Understanding Change Data Capture (CDC) in MySQL and PostgreSQL: BinLog vs. WAL + Logical Decoding
How CDC tools use MySQL Binlog and PostgreSQL WAL with logical decoding for real-time data streaming
Photo by Matoo.Studio on Unsplash
CDC (Change Data Capture) is a term that has been gaining significant attention over the past few years. You might already be familiar with it (if not, don’t worry — there’s a quick introduction below). One question that puzzled me, though, was how tools like the Debezium CDC connectors can read changes from MySQL and PostgreSQL databases. Sure, transactional logs might be the answer — but why? Is the process of pulling logs from MySQL and PostgreSQL the same? If not, what are the key differences?
These are the questions I’ll explore and attempt to answer in this article. For those new to CDC, I’ll also provide a brief overview to get you up to speed.
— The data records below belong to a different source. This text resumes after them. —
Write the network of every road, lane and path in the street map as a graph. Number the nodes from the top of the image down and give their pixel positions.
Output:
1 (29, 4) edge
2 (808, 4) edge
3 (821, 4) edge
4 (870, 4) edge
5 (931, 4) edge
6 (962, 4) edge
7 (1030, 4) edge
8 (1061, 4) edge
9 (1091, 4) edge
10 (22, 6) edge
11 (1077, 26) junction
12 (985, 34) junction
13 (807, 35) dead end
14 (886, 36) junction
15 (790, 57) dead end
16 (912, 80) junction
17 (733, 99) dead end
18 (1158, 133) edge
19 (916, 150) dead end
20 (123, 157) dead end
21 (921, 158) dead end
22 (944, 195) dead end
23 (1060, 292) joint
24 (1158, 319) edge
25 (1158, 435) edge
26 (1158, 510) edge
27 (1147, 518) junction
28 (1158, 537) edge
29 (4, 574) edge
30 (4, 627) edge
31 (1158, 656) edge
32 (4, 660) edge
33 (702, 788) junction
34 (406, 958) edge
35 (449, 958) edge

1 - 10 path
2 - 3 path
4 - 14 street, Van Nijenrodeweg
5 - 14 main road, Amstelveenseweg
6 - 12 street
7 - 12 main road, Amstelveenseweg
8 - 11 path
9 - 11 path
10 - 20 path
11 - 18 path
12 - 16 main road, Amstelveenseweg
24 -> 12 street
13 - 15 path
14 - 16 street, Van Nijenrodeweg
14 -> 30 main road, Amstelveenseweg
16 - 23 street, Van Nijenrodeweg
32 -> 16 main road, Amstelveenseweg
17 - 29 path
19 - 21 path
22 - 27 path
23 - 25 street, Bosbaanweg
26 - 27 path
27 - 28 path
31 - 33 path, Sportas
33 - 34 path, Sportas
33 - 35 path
Enjoy the read, and don’t forget to follow!
Change Data Capture (CDC) System — Example Diagram (Created using Lucidchart)
What is Change Data Capture?
Change Data Capture (CDC) is a powerful and efficient tool for transmitting data changes from relational databases such as MySQL and PostgreSQL. By recording changes as they occur, CDC enables real-time data replication and transfer, minimizing the impact on source systems and ensuring timely consistency across downstream data stores and processing systems that depend on this data.
Instead of relying on infrequent, large batch jobs that may run only once a day or every few hours, CDC allows incremental data updates to be loaded in micro batches—such as every minute—providing a faster and more responsive approach to data synchronization.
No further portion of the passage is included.